Un seul être nous manque et tout est dépeuplé ! Le paysage audiovisuel français (PAF) est amputé depuis quelques jours de l’une de ses figures emblématiques qui faisait parti du décor. Mme Royal s’est glissée subrepticement hors du champ des caméras. Ce n’est pas que les télés ne la traquent pas, c’est qu’elle juge inutile d’apparaître telle qu’elle est devenue : la perdante qui a mis le feu à la maison socialiste.
Autant laisser les électeurs sur l’image de papier glacé d’une Joconde éthérée flottant sur un petit nuage et avec l'espoir bien téméraire d’enlever la victoire à un adversaire trop puissant.
Les flonflons de la fête auront duré même après la déception d’une défaite non assumée.
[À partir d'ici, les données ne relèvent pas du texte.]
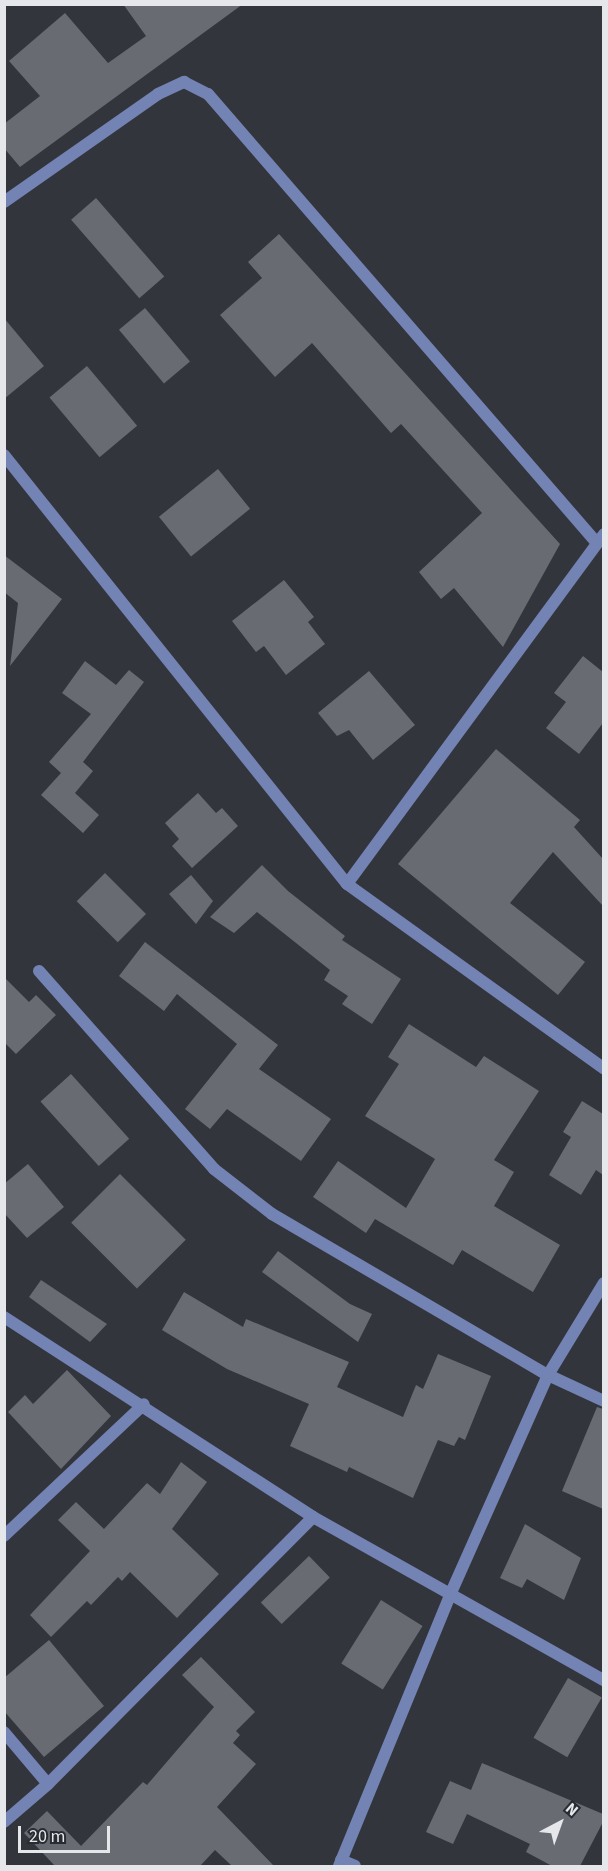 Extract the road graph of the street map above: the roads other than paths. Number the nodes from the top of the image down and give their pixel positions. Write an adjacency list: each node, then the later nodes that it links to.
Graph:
1 (4, 201): 3 (street)
2 (4, 455): 4 (street)
3 (600, 538): 4 (street)
4 (347, 884): 6 (street)
5 (39, 971): 9 (street)
6 (603, 1069)
7 (603, 1284): 9 (street)
8 (4, 1317): 11 (street)
9 (548, 1375): 10 (street); 14 (street)
10 (603, 1401)
11 (144, 1404): 12 (street); 13 (street)
12 (313, 1517): 14 (street); 17 (street)
13 (4, 1536)
14 (450, 1595): 15 (street); 19 (street)
15 (603, 1680)
16 (4, 1732): 17 (street)
17 (48, 1784): 18 (street)
18 (4, 1822)
19 (340, 1863): 20 (street)
20 (355, 1866)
Marie Ségolène ne veut pas écorner le capital de nostalgie qu’elle garde chez certains électeurs. Alors pourquoi troquer cet atout qui s’érodera avec le temps en s’investissant dans des législatives mal engagées.
Au secours la maison brûle ! Mais Marie Ségolène est à Djerba, non elle est de retour dans son fief du Poitou-Charentes, non elle est à son bureau de l’assemblée nationale à réviser son agenda. Seule certitude pour les militants : elle ne se bat pas.
Après moi le déluge, semble dire Mme Royal. Elle a raison, autant attendre que la défaite électorale fasse du parti socialiste un champ de ruines plutôt que de voir son nom associé à une déculottée programmée.
Aux militant du PS d’apprécier si un leader – même en jupon – doit s’épargner de mouiller la chemise et d’aller au charbon ou si ce retrait de la campagne ne s’apparente pas à une désertion.